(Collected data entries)
┌──

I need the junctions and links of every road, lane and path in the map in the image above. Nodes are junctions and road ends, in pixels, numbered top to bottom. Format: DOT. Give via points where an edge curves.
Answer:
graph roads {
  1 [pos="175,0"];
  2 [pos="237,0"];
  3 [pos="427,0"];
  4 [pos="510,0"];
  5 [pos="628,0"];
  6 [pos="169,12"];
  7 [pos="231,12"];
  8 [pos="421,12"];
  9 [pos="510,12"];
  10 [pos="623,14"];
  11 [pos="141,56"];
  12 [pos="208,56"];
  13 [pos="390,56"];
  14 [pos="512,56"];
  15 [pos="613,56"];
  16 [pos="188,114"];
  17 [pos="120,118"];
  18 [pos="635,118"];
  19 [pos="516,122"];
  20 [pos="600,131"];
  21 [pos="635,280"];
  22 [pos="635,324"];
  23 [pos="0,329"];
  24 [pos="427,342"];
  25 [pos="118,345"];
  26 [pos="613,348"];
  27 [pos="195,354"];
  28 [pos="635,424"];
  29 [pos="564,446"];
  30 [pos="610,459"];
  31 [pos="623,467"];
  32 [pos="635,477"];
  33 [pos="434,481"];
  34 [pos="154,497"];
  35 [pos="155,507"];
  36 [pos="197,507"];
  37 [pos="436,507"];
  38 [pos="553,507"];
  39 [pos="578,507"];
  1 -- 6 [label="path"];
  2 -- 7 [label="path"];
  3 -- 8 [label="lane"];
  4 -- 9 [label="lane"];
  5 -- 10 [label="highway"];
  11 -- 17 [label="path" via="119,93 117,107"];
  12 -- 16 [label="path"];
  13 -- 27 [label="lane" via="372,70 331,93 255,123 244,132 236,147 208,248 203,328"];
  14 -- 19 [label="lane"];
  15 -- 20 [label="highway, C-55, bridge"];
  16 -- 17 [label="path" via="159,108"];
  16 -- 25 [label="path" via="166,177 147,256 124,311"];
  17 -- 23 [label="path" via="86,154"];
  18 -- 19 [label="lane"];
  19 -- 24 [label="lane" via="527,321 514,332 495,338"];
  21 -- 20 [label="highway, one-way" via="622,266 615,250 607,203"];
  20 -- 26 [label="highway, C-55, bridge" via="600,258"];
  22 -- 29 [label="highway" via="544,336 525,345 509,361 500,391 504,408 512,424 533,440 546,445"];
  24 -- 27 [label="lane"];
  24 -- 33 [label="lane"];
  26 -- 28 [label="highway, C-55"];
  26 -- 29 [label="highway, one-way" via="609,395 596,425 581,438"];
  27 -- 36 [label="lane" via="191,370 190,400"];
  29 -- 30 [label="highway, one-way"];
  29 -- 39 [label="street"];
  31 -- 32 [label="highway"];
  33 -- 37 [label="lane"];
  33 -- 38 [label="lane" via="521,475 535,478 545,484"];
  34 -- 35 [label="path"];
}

└──

Description of the task: An exact copy of every entry is what is needed here.

Solution for this task:
I need the junctions and links of every road, lane and path in the map in the image above. Nodes are junctions and road ends, in pixels, numbered top to bottom. Format: DOT. Give via points where an edge curves.
Answer:
graph roads {
  1 [pos="175,0"];
  2 [pos="237,0"];
  3 [pos="427,0"];
  4 [pos="510,0"];
  5 [pos="628,0"];
  6 [pos="169,12"];
  7 [pos="231,12"];
  8 [pos="421,12"];
  9 [pos="510,12"];
  10 [pos="623,14"];
  11 [pos="141,56"];
  12 [pos="208,56"];
  13 [pos="390,56"];
  14 [pos="512,56"];
  15 [pos="613,56"];
  16 [pos="188,114"];
  17 [pos="120,118"];
  18 [pos="635,118"];
  19 [pos="516,122"];
  20 [pos="600,131"];
  21 [pos="635,280"];
  22 [pos="635,324"];
  23 [pos="0,329"];
  24 [pos="427,342"];
  25 [pos="118,345"];
  26 [pos="613,348"];
  27 [pos="195,354"];
  28 [pos="635,424"];
  29 [pos="564,446"];
  30 [pos="610,459"];
  31 [pos="623,467"];
  32 [pos="635,477"];
  33 [pos="434,481"];
  34 [pos="154,497"];
  35 [pos="155,507"];
  36 [pos="197,507"];
  37 [pos="436,507"];
  38 [pos="553,507"];
  39 [pos="578,507"];
  1 -- 6 [label="path"];
  2 -- 7 [label="path"];
  3 -- 8 [label="lane"];
  4 -- 9 [label="lane"];
  5 -- 10 [label="highway"];
  11 -- 17 [label="path" via="119,93 117,107"];
  12 -- 16 [label="path"];
  13 -- 27 [label="lane" via="372,70 331,93 255,123 244,132 236,147 208,248 203,328"];
  14 -- 19 [label="lane"];
  15 -- 20 [label="highway, C-55, bridge"];
  16 -- 17 [label="path" via="159,108"];
  16 -- 25 [label="path" via="166,177 147,256 124,311"];
  17 -- 23 [label="path" via="86,154"];
  18 -- 19 [label="lane"];
  19 -- 24 [label="lane" via="527,321 514,332 495,338"];
  21 -- 20 [label="highway, one-way" via="622,266 615,250 607,203"];
  20 -- 26 [label="highway, C-55, bridge" via="600,258"];
  22 -- 29 [label="highway" via="544,336 525,345 509,361 500,391 504,408 512,424 533,440 546,445"];
  24 -- 27 [label="lane"];
  24 -- 33 [label="lane"];
  26 -- 28 [label="highway, C-55"];
  26 -- 29 [label="highway, one-way" via="609,395 596,425 581,438"];
  27 -- 36 [label="lane" via="191,370 190,400"];
  29 -- 30 [label="highway, one-way"];
  29 -- 39 [label="street"];
  31 -- 32 [label="highway"];
  33 -- 37 [label="lane"];
  33 -- 38 [label="lane" via="521,475 535,478 545,484"];
  34 -- 35 [label="path"];
}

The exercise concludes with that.